BEGIN Data provided
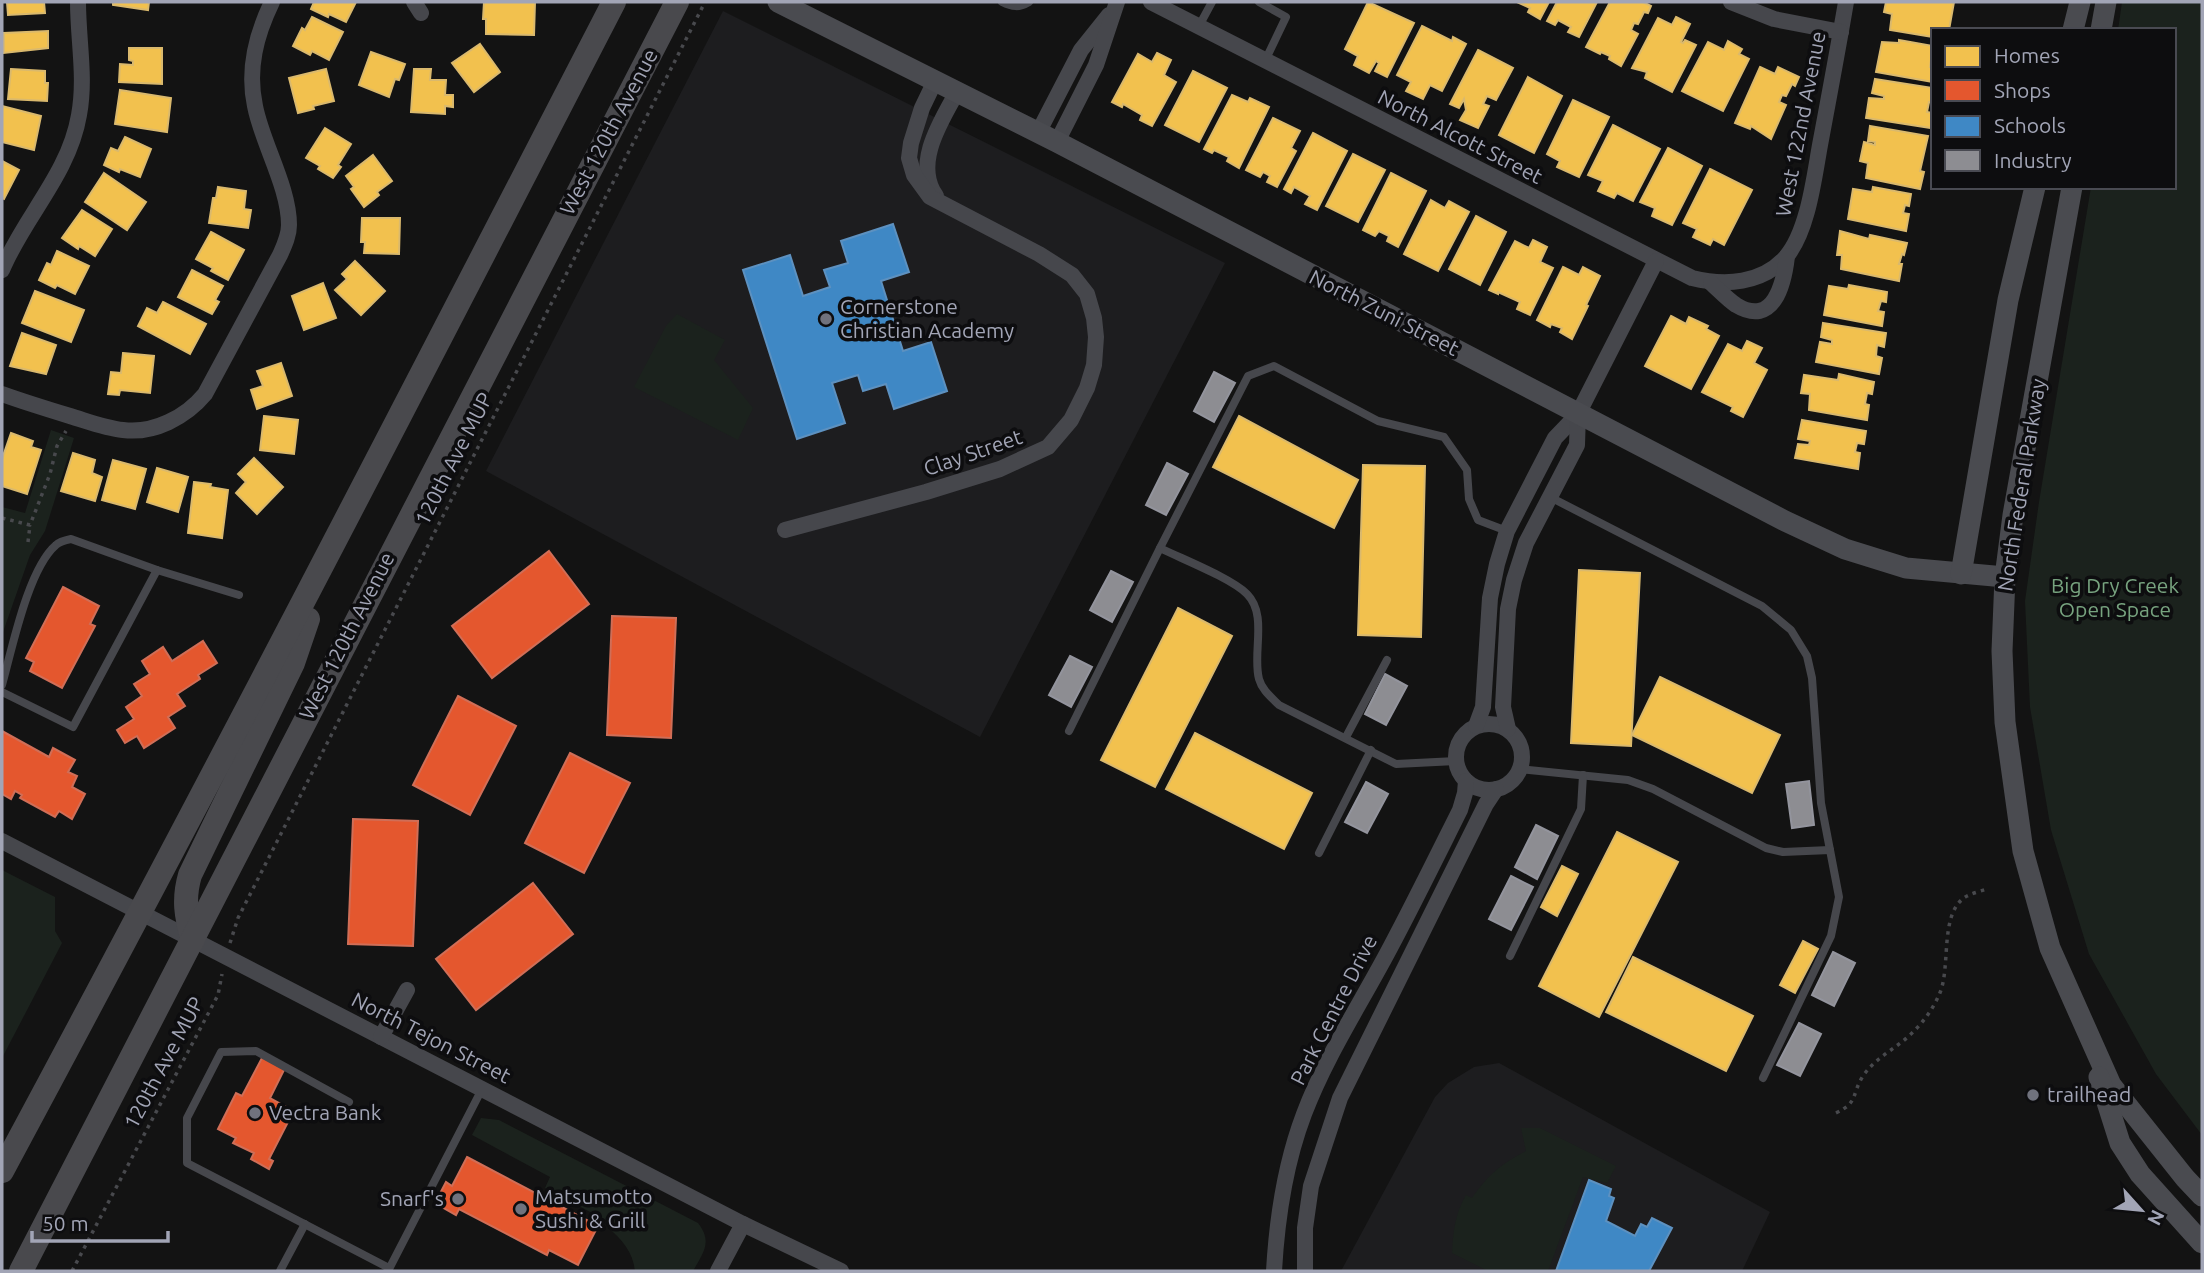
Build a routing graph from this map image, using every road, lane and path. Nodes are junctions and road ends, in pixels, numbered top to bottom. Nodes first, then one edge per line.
1 (78, 2) edge
2 (272, 2) edge
3 (614, 2) edge
4 (677, 2) edge
5 (705, 2) edge
6 (778, 2) edge
7 (1002, 2) edge
8 (1029, 2) edge
9 (1151, 2) edge
10 (1212, 2) edge
11 (1259, 2) edge
12 (1731, 2) edge
13 (1846, 2) edge
14 (2080, 2) edge
15 (1116, 5) edge
16 (1199, 26) junction
17 (2074, 28) edge
18 (1841, 32) junction
19 (1265, 61) junction
20 (935, 81) junction
21 (957, 92) junction
22 (1038, 132) junction
23 (1057, 142) junction
24 (2035, 189) edge
25 (2072, 189) edge
26 (942, 204) junction
27 (1787, 256) junction
28 (1656, 261) junction
29 (2, 270) edge
30 (1757, 277) joint
31 (1711, 283) junction
32 (2, 394) edge
33 (1578, 414) junction
34 (75, 417) junction
35 (1550, 497) junction
36 (2, 518) edge
37 (30, 525) junction
38 (785, 530) dead end
39 (1507, 531) junction
40 (29, 542) dead end
41 (332, 548) junction
42 (1160, 548) junction
43 (157, 570) junction
44 (1961, 574) junction
45 (2006, 577) junction
46 (239, 595) dead end
47 (1387, 660) dead end
48 (2, 685) edge
49 (2, 692) edge
50 (1476, 726) junction
51 (1508, 729) junction
52 (1069, 731) dead end
53 (1346, 737) junction
54 (1371, 750) junction
55 (1456, 761) junction
56 (1520, 769) junction
57 (1583, 775) junction
58 (1466, 780) junction
59 (1496, 789) junction
60 (2, 841) edge
61 (1830, 850) junction
62 (1319, 853) dead end
63 (1987, 889) dead end
64 (141, 912) junction
65 (193, 940) junction
66 (225, 955) junction
67 (1510, 956) dead end
68 (407, 990) dead end
69 (2080, 1018) junction
70 (381, 1037) junction
71 (1763, 1078) dead end
72 (482, 1089) junction
73 (349, 1102) dead end
74 (1836, 1113) dead end
75 (2, 1171) edge
76 (2202, 1196) edge
77 (305, 1224) junction
78 (743, 1224) junction
79 (2202, 1243) edge
80 (388, 1270) edge
81 (21, 1271) edge
82 (72, 1271) edge
83 (281, 1271) edge
84 (718, 1271) edge
85 (841, 1271) edge
86 (1274, 1271) edge
87 (1304, 1271) edge

1 - 29 street
2 - 34 street
3 - 41 main road
4 - 65 main road, West 120th Avenue
5 - 66 path, 120th Ave MUP
6 - 20 main road, North Zuni Street
7 - 8 lane
9 - 16 street, North Alcott Street
10 - 16 lane
11 - 19 lane
12 - 18 street
13 - 18 street, West 122nd Avenue
14 - 17 main road
15 - 22 street
15 - 23 street
16 - 19 street, North Alcott Street
18 - 27 street, West 122nd Avenue
19 - 28 street, North Alcott Street
20 - 21 main road, North Zuni Street
20 - 26 street, Clay Street
21 - 22 main road, North Zuni Street
21 - 26 street
22 - 23 main road, North Zuni Street
23 - 33 main road, North Zuni Street
24 - 44 main road
25 - 45 main road, North Federal Parkway
26 - 38 street, Clay Street
27 - 30 street, West 122nd Avenue
27 - 31 street
28 - 31 street, North Alcott Street
28 - 33 street
30 - 31 street, North Alcott Street
32 - 34 street
33 - 35 street
33 - 39 street
33 - 44 main road, North Zuni Street
34 - 37 path
35 - 51 street
35 - 61 lane
36 - 37 path
37 - 40 path
39 - 42 lane
39 - 50 street
41 - 64 main road
41 - 65 main road
42 - 52 lane
42 - 53 lane
43 - 46 lane
43 - 48 lane
43 - 49 lane
44 - 45 main road, North Zuni Street
45 - 69 main road, North Federal Parkway
47 - 53 lane
50 - 51 street
50 - 55 street
51 - 56 street
53 - 54 lane
54 - 55 lane
54 - 62 lane
55 - 58 street
56 - 57 lane
56 - 59 street
57 - 61 lane
57 - 67 lane
58 - 59 street
58 - 86 street, Park Centre Drive
59 - 87 street, Park Centre Drive
60 - 64 street, North Tejon Street
61 - 71 lane
63 - 74 path
64 - 65 street, North Tejon Street
64 - 75 main road
65 - 66 street, North Tejon Street
65 - 81 main road, West 120th Avenue
66 - 70 street, North Tejon Street
66 - 82 path, 120th Ave MUP
68 - 70 street
69 - 76 main road, North Federal Parkway
69 - 79 main road
70 - 72 street, North Tejon Street
72 - 78 street, North Tejon Street
72 - 80 lane
73 - 77 lane
77 - 80 lane
77 - 83 lane
78 - 84 street
78 - 85 street, North Tejon Street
END Data provided
> [What is needed]:
Give the entries above again word for word, without any pictures.

> [Response area]:
Build a routing graph from this map image, using every road, lane and path. Nodes are junctions and road ends, in pixels, numbered top to bottom. Nodes first, then one edge per line.
1 (78, 2) edge
2 (272, 2) edge
3 (614, 2) edge
4 (677, 2) edge
5 (705, 2) edge
6 (778, 2) edge
7 (1002, 2) edge
8 (1029, 2) edge
9 (1151, 2) edge
10 (1212, 2) edge
11 (1259, 2) edge
12 (1731, 2) edge
13 (1846, 2) edge
14 (2080, 2) edge
15 (1116, 5) edge
16 (1199, 26) junction
17 (2074, 28) edge
18 (1841, 32) junction
19 (1265, 61) junction
20 (935, 81) junction
21 (957, 92) junction
22 (1038, 132) junction
23 (1057, 142) junction
24 (2035, 189) edge
25 (2072, 189) edge
26 (942, 204) junction
27 (1787, 256) junction
28 (1656, 261) junction
29 (2, 270) edge
30 (1757, 277) joint
31 (1711, 283) junction
32 (2, 394) edge
33 (1578, 414) junction
34 (75, 417) junction
35 (1550, 497) junction
36 (2, 518) edge
37 (30, 525) junction
38 (785, 530) dead end
39 (1507, 531) junction
40 (29, 542) dead end
41 (332, 548) junction
42 (1160, 548) junction
43 (157, 570) junction
44 (1961, 574) junction
45 (2006, 577) junction
46 (239, 595) dead end
47 (1387, 660) dead end
48 (2, 685) edge
49 (2, 692) edge
50 (1476, 726) junction
51 (1508, 729) junction
52 (1069, 731) dead end
53 (1346, 737) junction
54 (1371, 750) junction
55 (1456, 761) junction
56 (1520, 769) junction
57 (1583, 775) junction
58 (1466, 780) junction
59 (1496, 789) junction
60 (2, 841) edge
61 (1830, 850) junction
62 (1319, 853) dead end
63 (1987, 889) dead end
64 (141, 912) junction
65 (193, 940) junction
66 (225, 955) junction
67 (1510, 956) dead end
68 (407, 990) dead end
69 (2080, 1018) junction
70 (381, 1037) junction
71 (1763, 1078) dead end
72 (482, 1089) junction
73 (349, 1102) dead end
74 (1836, 1113) dead end
75 (2, 1171) edge
76 (2202, 1196) edge
77 (305, 1224) junction
78 (743, 1224) junction
79 (2202, 1243) edge
80 (388, 1270) edge
81 (21, 1271) edge
82 (72, 1271) edge
83 (281, 1271) edge
84 (718, 1271) edge
85 (841, 1271) edge
86 (1274, 1271) edge
87 (1304, 1271) edge

1 - 29 street
2 - 34 street
3 - 41 main road
4 - 65 main road, West 120th Avenue
5 - 66 path, 120th Ave MUP
6 - 20 main road, North Zuni Street
7 - 8 lane
9 - 16 street, North Alcott Street
10 - 16 lane
11 - 19 lane
12 - 18 street
13 - 18 street, West 122nd Avenue
14 - 17 main road
15 - 22 street
15 - 23 street
16 - 19 street, North Alcott Street
18 - 27 street, West 122nd Avenue
19 - 28 street, North Alcott Street
20 - 21 main road, North Zuni Street
20 - 26 street, Clay Street
21 - 22 main road, North Zuni Street
21 - 26 street
22 - 23 main road, North Zuni Street
23 - 33 main road, North Zuni Street
24 - 44 main road
25 - 45 main road, North Federal Parkway
26 - 38 street, Clay Street
27 - 30 street, West 122nd Avenue
27 - 31 street
28 - 31 street, North Alcott Street
28 - 33 street
30 - 31 street, North Alcott Street
32 - 34 street
33 - 35 street
33 - 39 street
33 - 44 main road, North Zuni Street
34 - 37 path
35 - 51 street
35 - 61 lane
36 - 37 path
37 - 40 path
39 - 42 lane
39 - 50 street
41 - 64 main road
41 - 65 main road
42 - 52 lane
42 - 53 lane
43 - 46 lane
43 - 48 lane
43 - 49 lane
44 - 45 main road, North Zuni Street
45 - 69 main road, North Federal Parkway
47 - 53 lane
50 - 51 street
50 - 55 street
51 - 56 street
53 - 54 lane
54 - 55 lane
54 - 62 lane
55 - 58 street
56 - 57 lane
56 - 59 street
57 - 61 lane
57 - 67 lane
58 - 59 street
58 - 86 street, Park Centre Drive
59 - 87 street, Park Centre Drive
60 - 64 street, North Tejon Street
61 - 71 lane
63 - 74 path
64 - 65 street, North Tejon Street
64 - 75 main road
65 - 66 street, North Tejon Street
65 - 81 main road, West 120th Avenue
66 - 70 street, North Tejon Street
66 - 82 path, 120th Ave MUP
68 - 70 street
69 - 76 main road, North Federal Parkway
69 - 79 main road
70 - 72 street, North Tejon Street
72 - 78 street, North Tejon Street
72 - 80 lane
73 - 77 lane
77 - 80 lane
77 - 83 lane
78 - 84 street
78 - 85 street, North Tejon Street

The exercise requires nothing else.